Теперь я уже не знаю, сказала мне это она или я сама поняла, что приговор, которого я так долго ждала, вынесен, и это уже конец. Помню – только это и помню – чувство легкого огорчения от того, что приговор передали мне таким затрапезным, неярким способом, точно это самое обычное дело. Я открыла коробочку и увидела четыре белые таблетки.


– Прямо сейчас? – спросила я. Я поняла, что смотрю на посетительницу по-новому – вижу в ней официального посланца, слова которого имеют роковое значение.


Она молча кивнула. Возникла пауза.


– Чем скорее, тем лучше, – сказала она.


Я чувствовала, что капельки пота, все еще остававшиеся после игры, стали холодными как лед.


– Но я должна сперва принять ванну! – закричала я в гневе, вцепившись в липкий воротничок своей тенниски. – Я не могу оставаться в таком виде – это неприлично… недостойно!


Она сказала, что это будет позволено, как особое одолжение.


Я обреченно вошла в ванную и отвернула краны. Не помню, как я принимала ванну: должно быть, мылась и вытиралась механически, а потом надела розоватое шелковое платье с голубым кушаком. Возможно, я даже причесалась и напудрила лицо. Помню только черную коробочку, которая все время бросала мне вызов с полки над раковиной.

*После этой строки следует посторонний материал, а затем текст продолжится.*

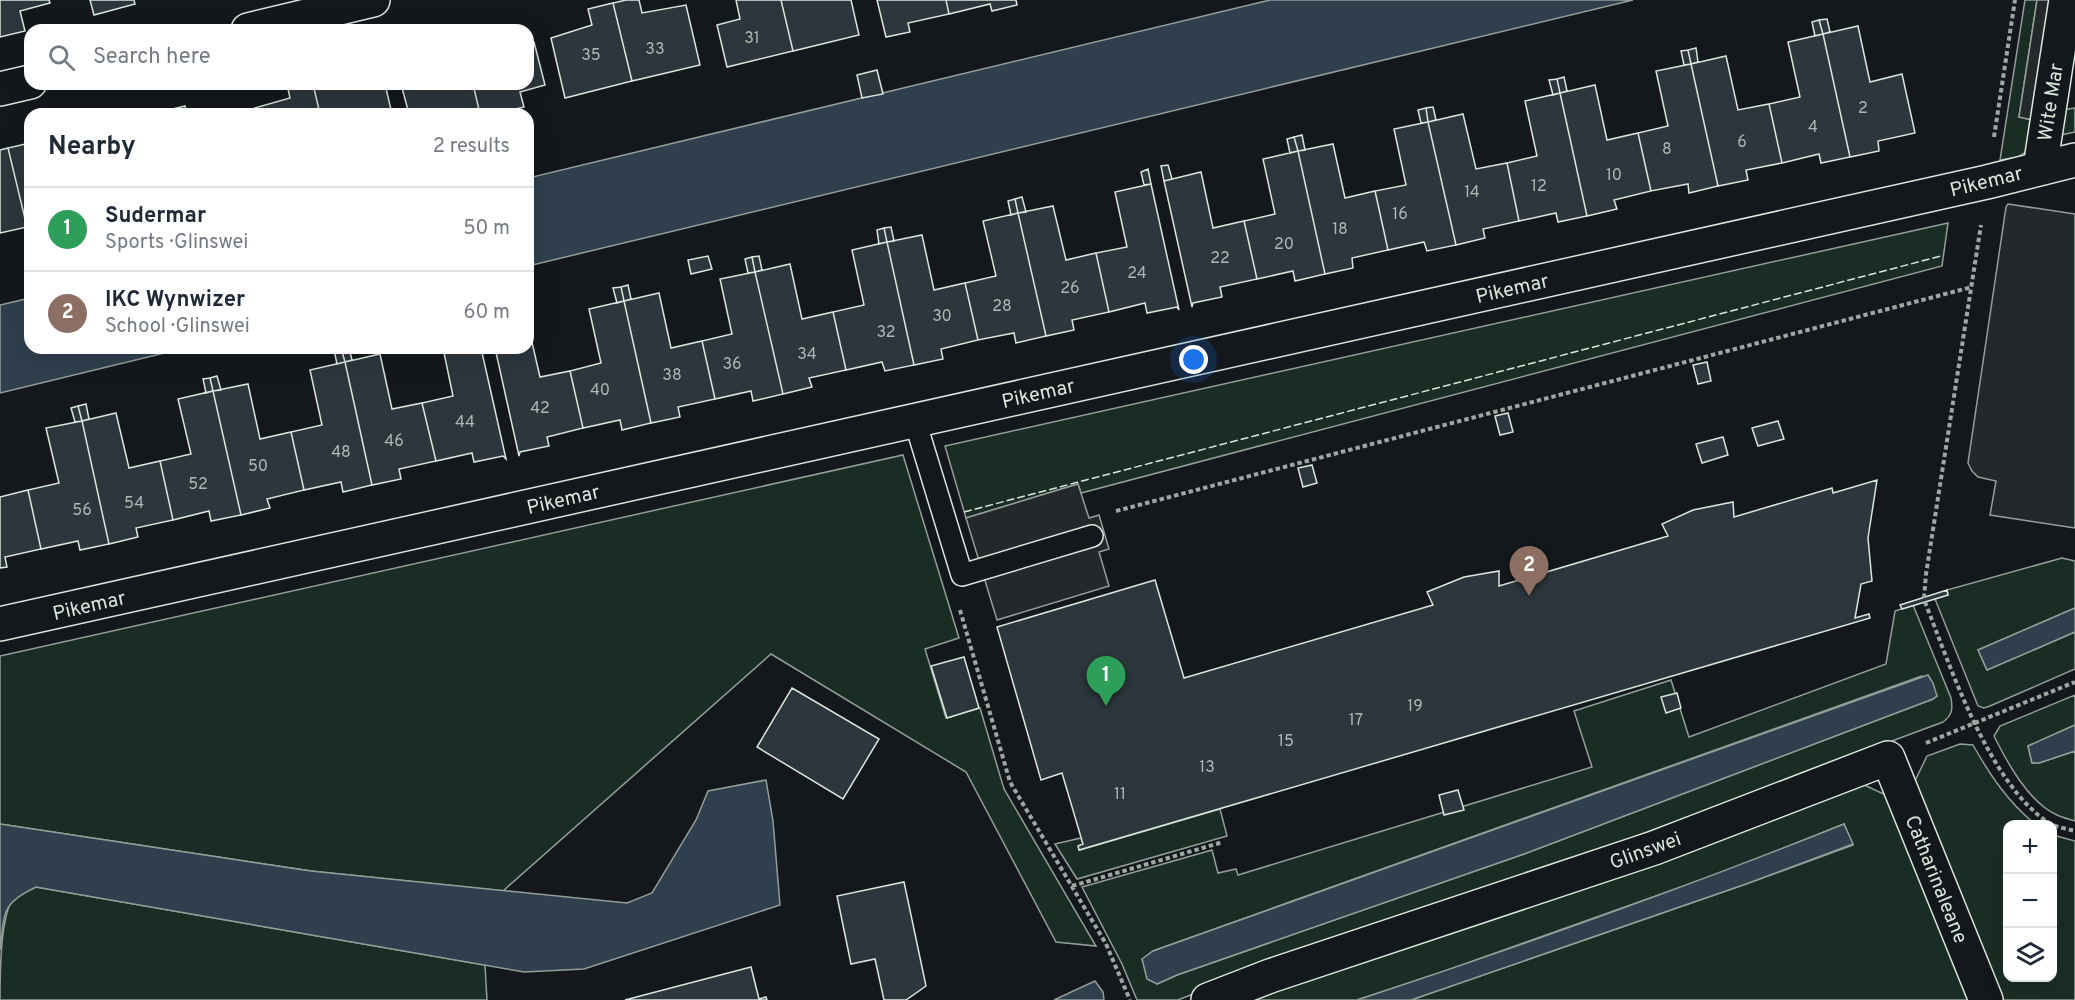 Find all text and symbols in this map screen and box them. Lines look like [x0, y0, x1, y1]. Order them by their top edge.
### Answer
search box [24, 24, 534, 90]
house number: 31 [744, 29, 760, 49]
house number: 33 [645, 40, 665, 60]
icon: search [45, 41, 78, 74]
text: Search here [93, 44, 211, 71]
house number: 35 [581, 46, 601, 66]
street label: Wite Mar [2033, 61, 2071, 143]
house number: 2 [1858, 99, 1868, 119]
house number: 4 [1808, 118, 1818, 138]
text: Nearby [48, 131, 136, 164]
house number: 6 [1737, 133, 1747, 153]
text: 2 results [433, 134, 510, 160]
house number: 8 [1662, 140, 1672, 160]
street label: Pikemar [1947, 161, 2026, 205]
house number: 10 [1606, 166, 1622, 186]
house number: 12 [1531, 177, 1547, 197]
house number: 14 [1464, 183, 1480, 203]
text: Sudermar [105, 203, 206, 230]
house number: 16 [1392, 205, 1408, 225]
text: 1 [64, 216, 72, 242]
text: 50 m [463, 216, 510, 242]
house number: 18 [1332, 220, 1348, 240]
text: Sports · Glinswei [105, 230, 248, 256]
house number: 20 [1274, 235, 1294, 255]
house number: 22 [1210, 249, 1230, 269]
house number: 24 [1127, 264, 1147, 284]
street label: Pikemar [1473, 269, 1552, 311]
house number: 26 [1060, 279, 1080, 299]
text: IKC Wynwizer [105, 287, 245, 314]
house number: 28 [992, 297, 1012, 317]
text: 2 [61, 300, 74, 326]
text: 60 m [464, 300, 510, 326]
house number: 30 [932, 307, 952, 327]
text: School · Glinswei [105, 314, 250, 340]
house number: 32 [876, 323, 896, 343]
house number: 34 [797, 345, 817, 365]
your location [1179, 345, 1208, 374]
house number: 36 [722, 355, 742, 375]
house number: 38 [662, 366, 682, 386]
street label: Pikemar [999, 374, 1078, 416]
house number: 40 [590, 381, 610, 401]
house number: 42 [530, 399, 550, 419]
house number: 44 [455, 413, 475, 433]
house number: 46 [384, 432, 404, 452]
house number: 48 [331, 443, 351, 463]
house number: 50 [248, 457, 268, 477]
house number: 52 [188, 475, 208, 495]
street label: Pikemar [524, 480, 603, 522]
house number: 54 [124, 494, 144, 514]
house number: 56 [72, 501, 92, 521]
pin: 2 [1510, 546, 1549, 596]
street label: Pikemar [50, 586, 129, 628]
pin: 1 [1086, 656, 1126, 706]
house number: 19 [1407, 697, 1423, 717]
house number: 17 [1349, 711, 1363, 731]
house number: 15 [1278, 732, 1294, 752]
house number: 13 [1199, 758, 1215, 778]
house number: 11 [1114, 785, 1126, 805]
street label: Catharinaleane [1898, 812, 1973, 948]
map controls [2003, 820, 2057, 982]
button: + [2003, 820, 2057, 874]
street label: Glinswei [1606, 827, 1685, 877]
button: − [2003, 874, 2057, 928]
button: layers [2003, 928, 2057, 982]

Наконец я заставила себя открыть ее, таблетки оказались на ладони, и я поднесла их ко рту. И тут возникло на редкость нелепое препятствие – в ванной не оказалось стакана. Должно быть, он разбился, или горничная унесла его и позабыла вернуть. Что было делать? Без воды я не могла проглотить даже такие маленькие таблетки, но и откладывать было невозможно. В отчаянии я наполнила водой мыльницу и как-то смогла их запить. Я так торопилась, что не смыла склизкий слой на дне, и от привкуса меня чуть не стошнило. Несколько минут я стояла, вцепившись в край раковины, борясь с тошнотой и задыхаясь. Потом села на табуретку. Я ждала, а мое сердце колотилось, точно молот в горле. Я ждала, но ничего не случилось, вообще ничего. Меня не клонило в сон, я не чувствовала слабости.

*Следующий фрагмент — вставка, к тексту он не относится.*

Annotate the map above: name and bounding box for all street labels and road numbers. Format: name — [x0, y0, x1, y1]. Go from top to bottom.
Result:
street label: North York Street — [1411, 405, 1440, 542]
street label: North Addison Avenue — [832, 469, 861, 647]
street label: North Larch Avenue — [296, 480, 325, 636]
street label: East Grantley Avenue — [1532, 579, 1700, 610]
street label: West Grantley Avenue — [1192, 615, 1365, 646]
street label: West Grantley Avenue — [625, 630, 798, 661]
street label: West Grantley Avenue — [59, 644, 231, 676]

Только когда я вернулась в соседнюю комнату и увидела, что моя посетительница ушла, я поняла, что вся эта история была жестокой шуткой – просто напоминанием о том, что меня ожидает».




Дмитрий Волчек: Отклики на сборник «Из лечебницы» были восторженными, но началась война и о книге забыли. Анна Каван решает покинуть Европу и долго путешествует: Норвегия, Калифорния, Индонезия, Нью-Йорк, Новая Зеландия. Биограф писательницы Джереми Рид пишет:



Диктор: «Анна была одинокой женщиной чуть за сорок и все еще привлекательной, малоизвестной писательницей, книга которой вышла в самое неподходящее время; она пристрастилась к алкоголю, на время заменившему героин, и при этом отличалась великой смелостью и уверенностью в своем литературном даре. Анна освободилась от трех важных мужчин в своей жизни и осталась свободной. Ей предстояло одинокое и неизвестное будущее. Война в Европе, России и на Востоке, казалось, предвещает апокалипсис, который Анна давно предчувствовала. После долгих скитаний она решила навестить свою мать. Но вскоре после приезда в Южную Африку в 1942 году, Анна узнала, что ее сын Брайан погиб на фронте. Пришлось возвращаться домой. Она снова попыталась покончить с собой и возобновила пакт с героином. В 1943 году в психиатрической больнице Святого Стивена в Лондоне она познакомилась с доктором Карлом-Теодором Блютом».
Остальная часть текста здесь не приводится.